Exercise description:
Count the lines in the entries below that mention the string "Dumberger", then write that number by itself.

*** Data to examine ***

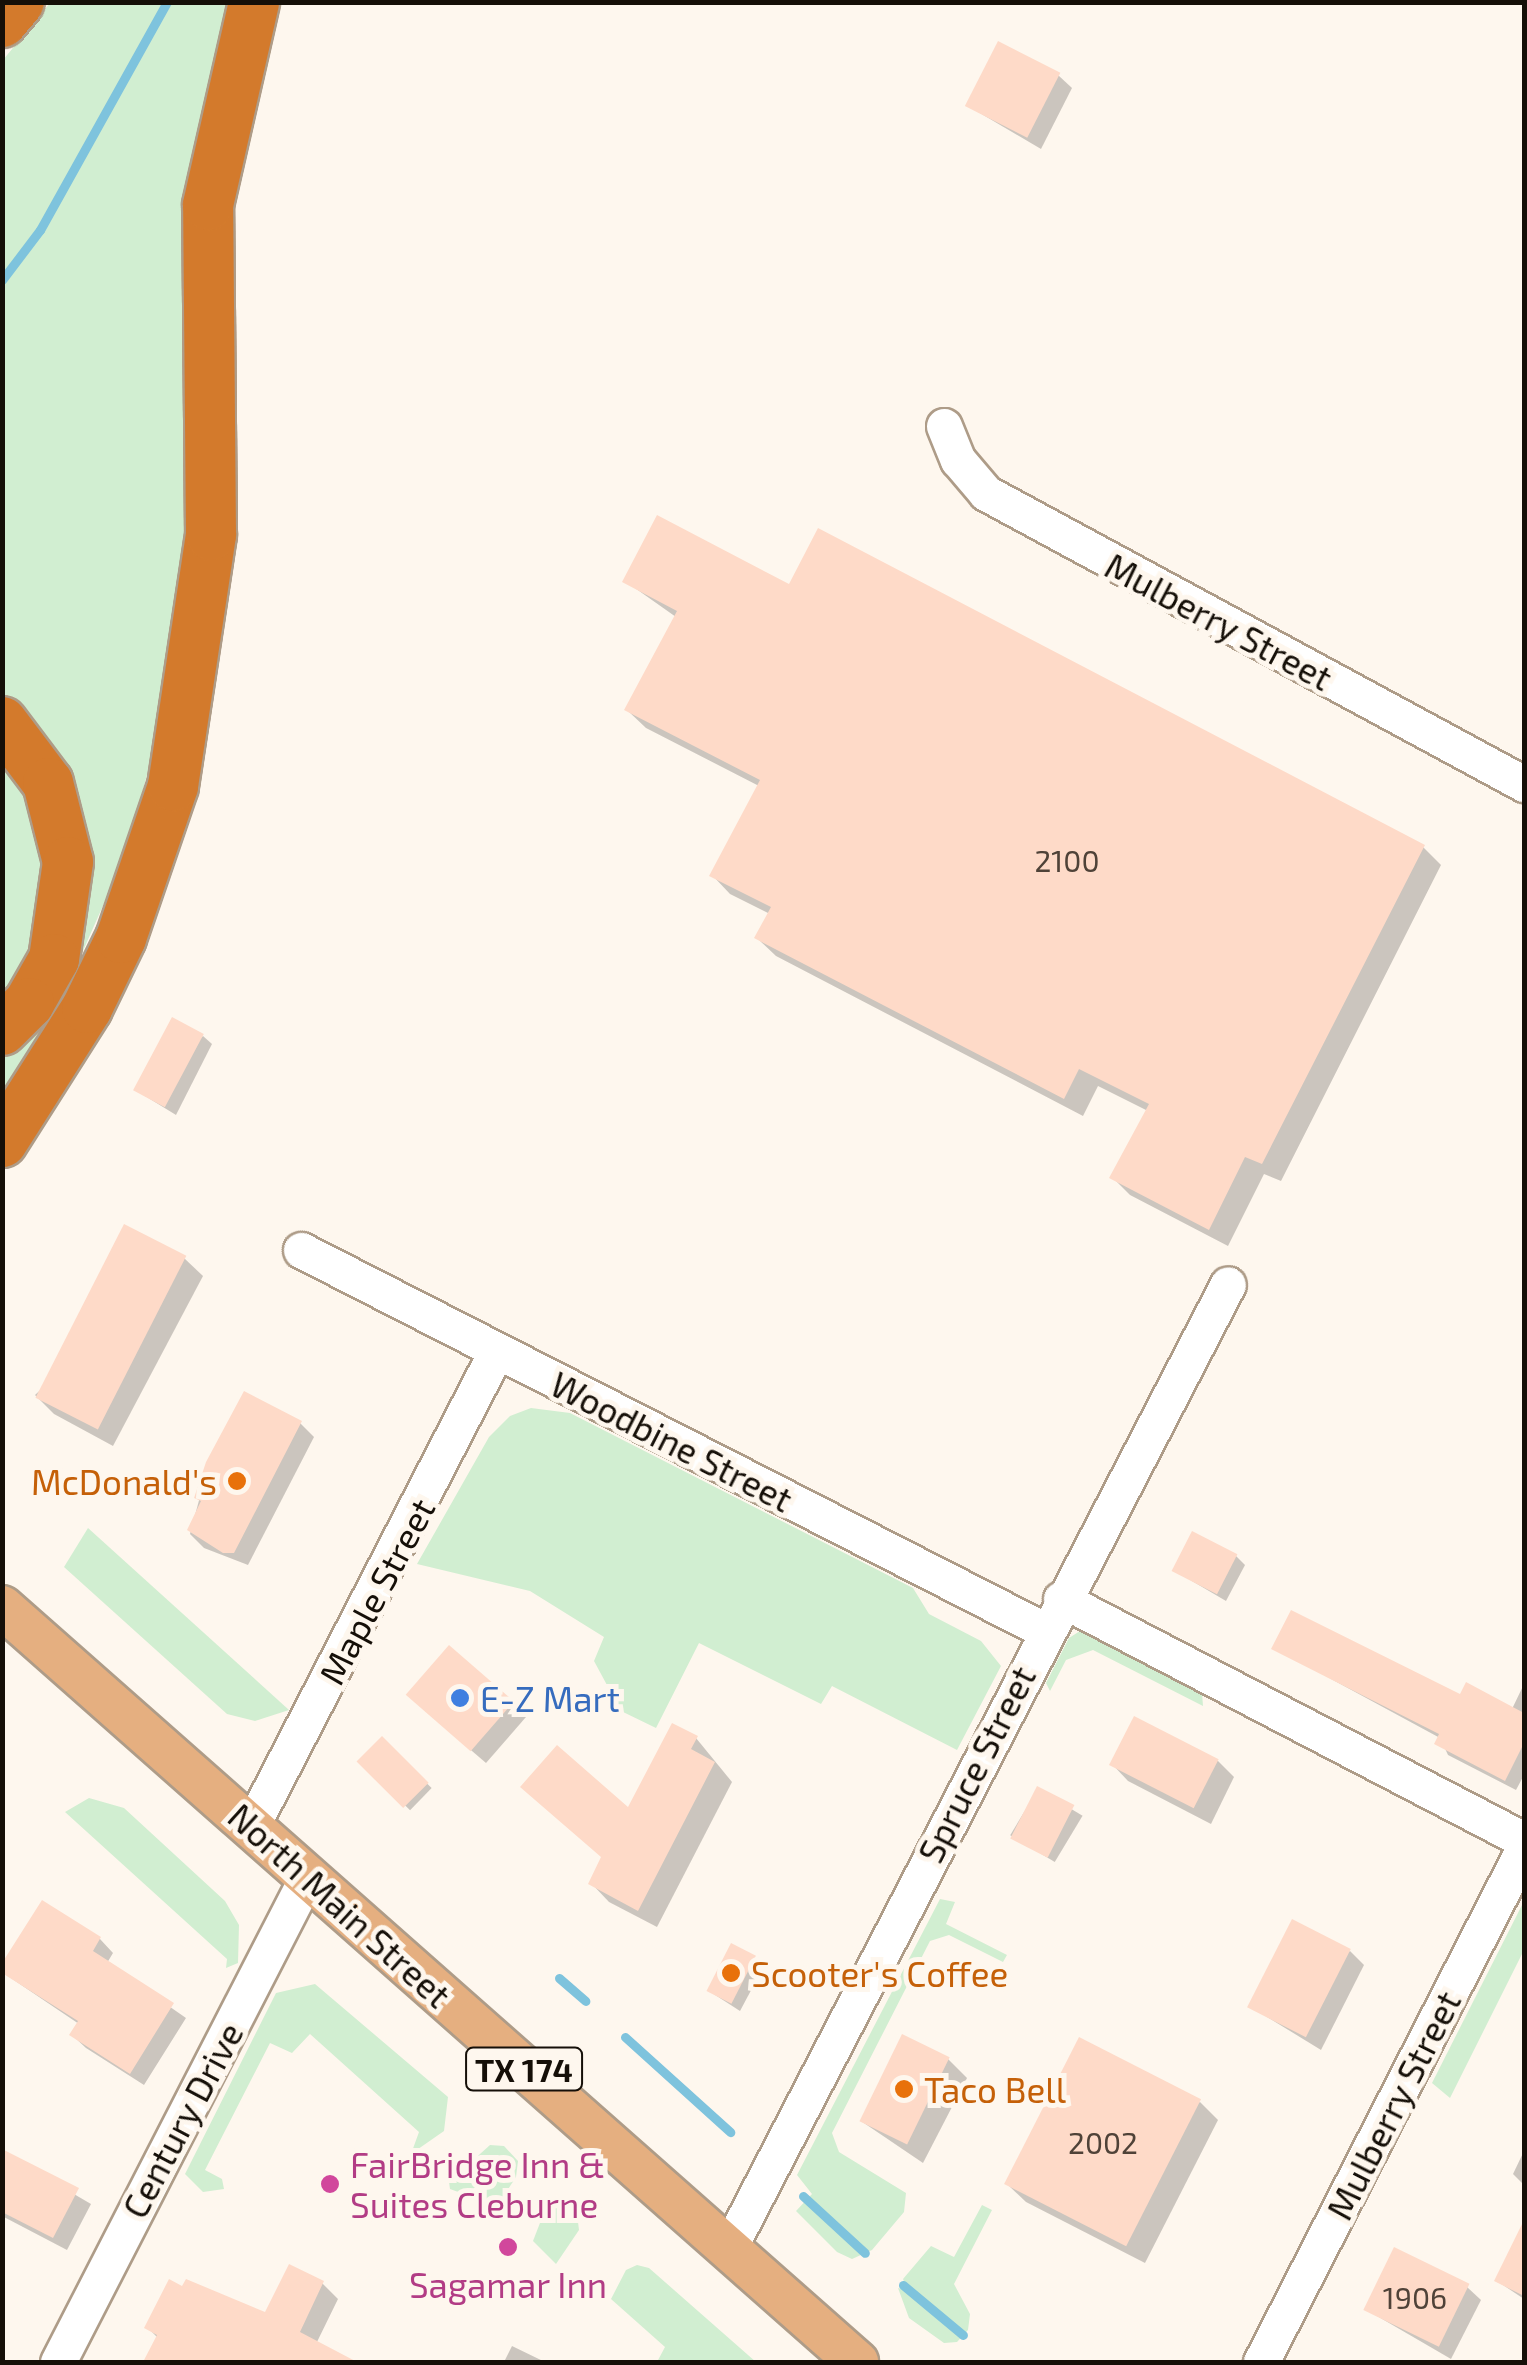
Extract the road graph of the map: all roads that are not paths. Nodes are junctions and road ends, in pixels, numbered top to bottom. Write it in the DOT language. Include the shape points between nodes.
graph roads {
  1 [pos="19,2"];
  2 [pos="254,2"];
  3 [pos="2,22"];
  4 [pos="944,426"];
  5 [pos="2,722"];
  6 [pos="1524,784"];
  7 [pos="2,1030"];
  8 [pos="2,1142"];
  9 [pos="301,1250"];
  10 [pos="1228,1284"];
  11 [pos="496,1352"];
  12 [pos="2,1607"];
  13 [pos="1053,1615"];
  14 [pos="251,1828"];
  15 [pos="1524,1840"];
  16 [pos="1524,1848"];
  17 [pos="307,1877"];
  18 [pos="729,2248"];
  19 [pos="58,2362"];
  20 [pos="857,2362"];
  21 [pos="1260,2362"];
  1 -- 3 [label="highway"];
  2 -- 8 [label="highway" via="208,205 211,534 173,786 112,956"];
  4 -- 6 [label="street, Mulberry Street" via="958,460 986,493"];
  5 -- 7 [label="highway" via="48,782 68,862 54,959 29,1003"];
  9 -- 11 [label="street, Woodbine Street"];
  10 -- 13 [label="street, Spruce Street"];
  11 -- 13 [label="street, Woodbine Street"];
  11 -- 14 [label="street, Maple Street"];
  12 -- 14 [label="main road, North Main Street / TX 174"];
  13 -- 15 [label="street, Woodbine Street"];
  13 -- 18 [label="street, Spruce Street"];
  14 -- 17 [label="main road, North Main Street / TX 174"];
  16 -- 21 [label="street, Mulberry Street"];
  17 -- 18 [label="main road, North Main Street / TX 174"];
  17 -- 19 [label="street, Century Drive"];
  18 -- 20 [label="main road, North Main Street / TX 174"];
}
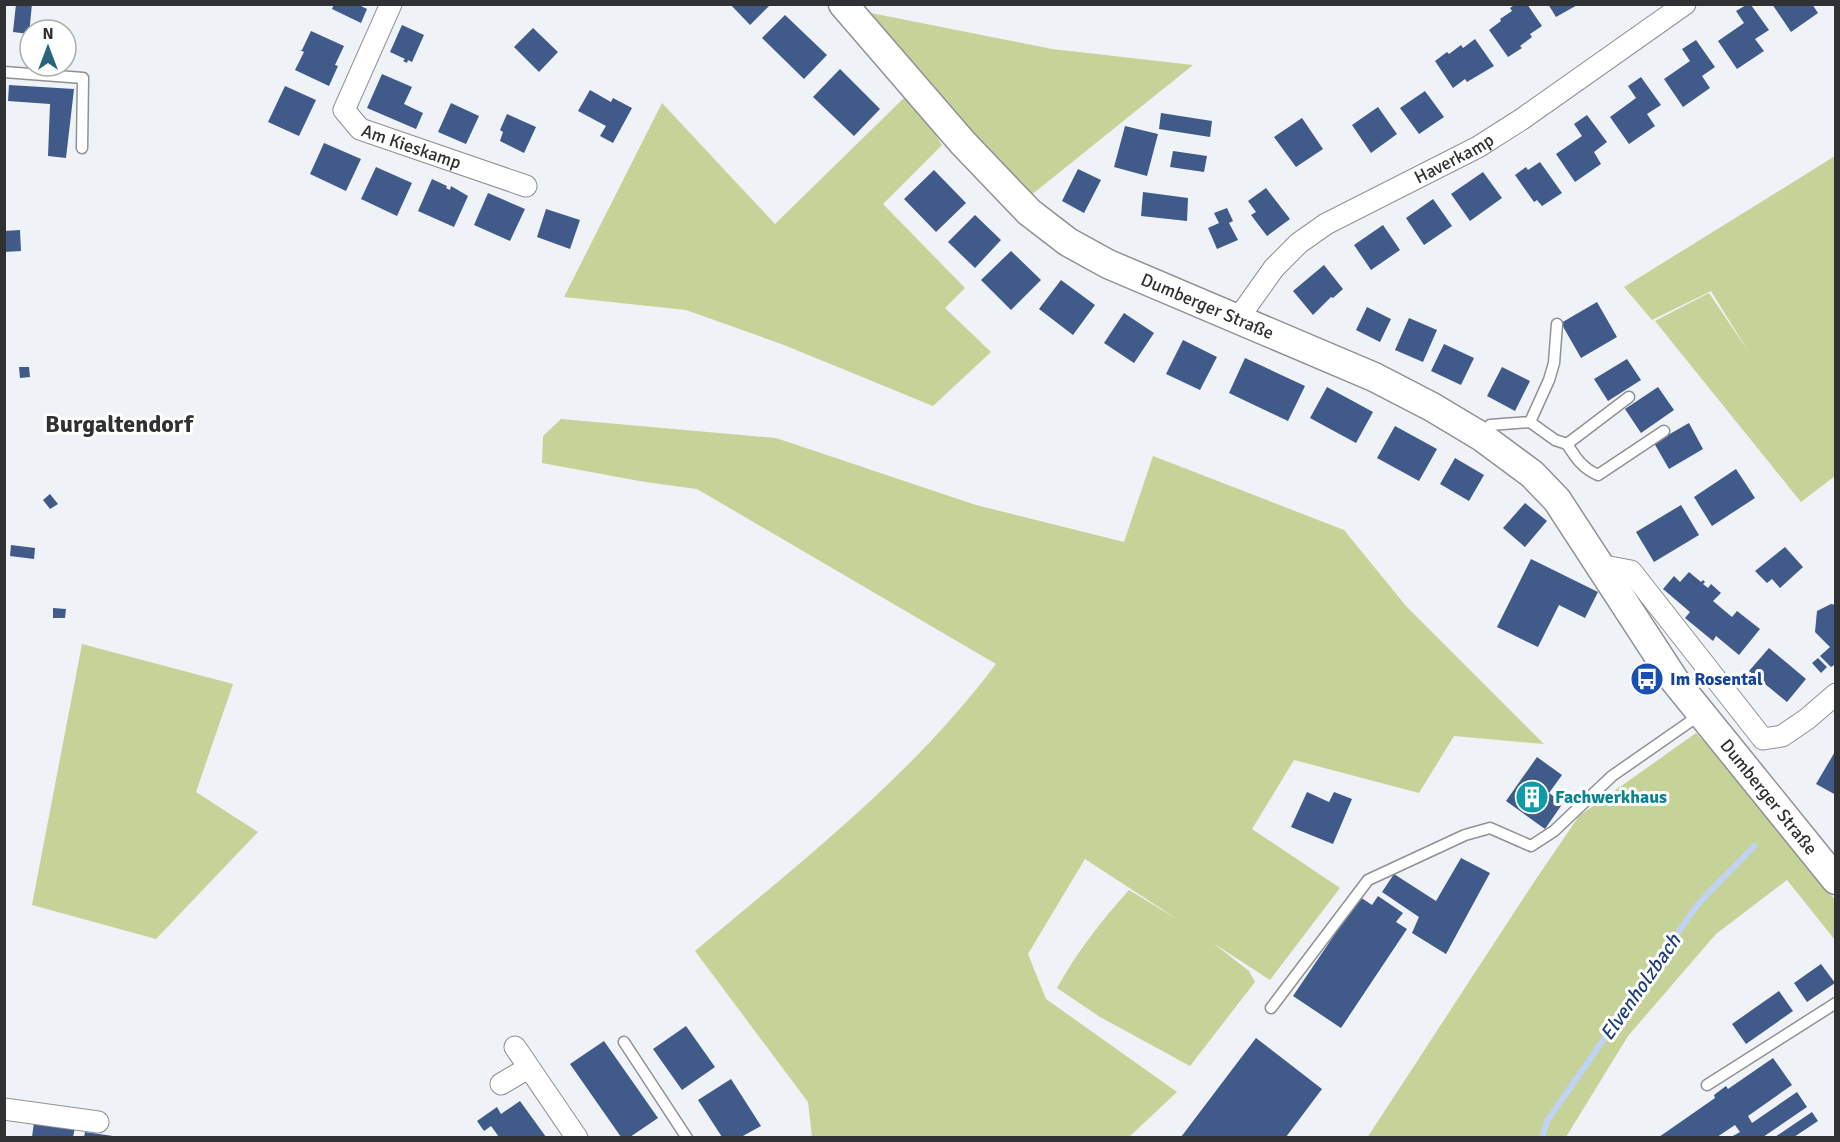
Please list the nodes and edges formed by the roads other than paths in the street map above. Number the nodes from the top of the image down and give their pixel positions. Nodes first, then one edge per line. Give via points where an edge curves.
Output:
1 (391, 4) edge
2 (1685, 4) edge
3 (848, 7) edge
4 (4, 72) edge
5 (82, 148) dead end
6 (526, 186) dead end
7 (1237, 320) junction
8 (1557, 324) dead end
9 (1629, 397) dead end
10 (1530, 422) junction
11 (1664, 431) dead end
12 (1482, 437) junction
13 (1567, 444) junction
14 (1599, 565) junction
15 (1836, 694) edge
16 (1701, 714) junction
17 (1836, 880) edge
18 (1836, 1003) edge
19 (1271, 1008) dead end
20 (624, 1042) dead end
21 (515, 1047) dead end
22 (528, 1068) junction
23 (501, 1084) dead end
24 (1707, 1085) dead end
25 (4, 1109) edge
26 (98, 1122) dead end
27 (577, 1137) edge
28 (687, 1137) edge

1 - 6 street, Am Kieskamp via 344,110 360,129
2 - 7 street, Haverkamp via 1478,147 1326,224 1299,243 1274,268
3 - 7 main road, Dumberger Straße via 963,143 1029,212 1068,242 1108,264
4 - 5 lane via 83,78
7 - 12 main road, Dumberger Straße via 1374,376
8 - 10 lane via 1552,371
9 - 13 lane
10 - 12 lane via 1490,425
10 - 13 lane
11 - 13 lane via 1598,474 1587,470
12 - 14 main road, Dumberger Straße via 1532,474 1557,500
14 - 15 street, Dumberger Straße via 1631,571 1763,739 1782,736
14 - 16 main road, Dumberger Straße
16 - 17 main road, Dumberger Straße
16 - 19 lane via 1612,776 1554,831 1531,846 1490,828 1368,880
18 - 24 lane
20 - 28 lane
21 - 22 street
22 - 23 street
22 - 27 street
25 - 26 street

*** End of Data to examine ***

Solution:
6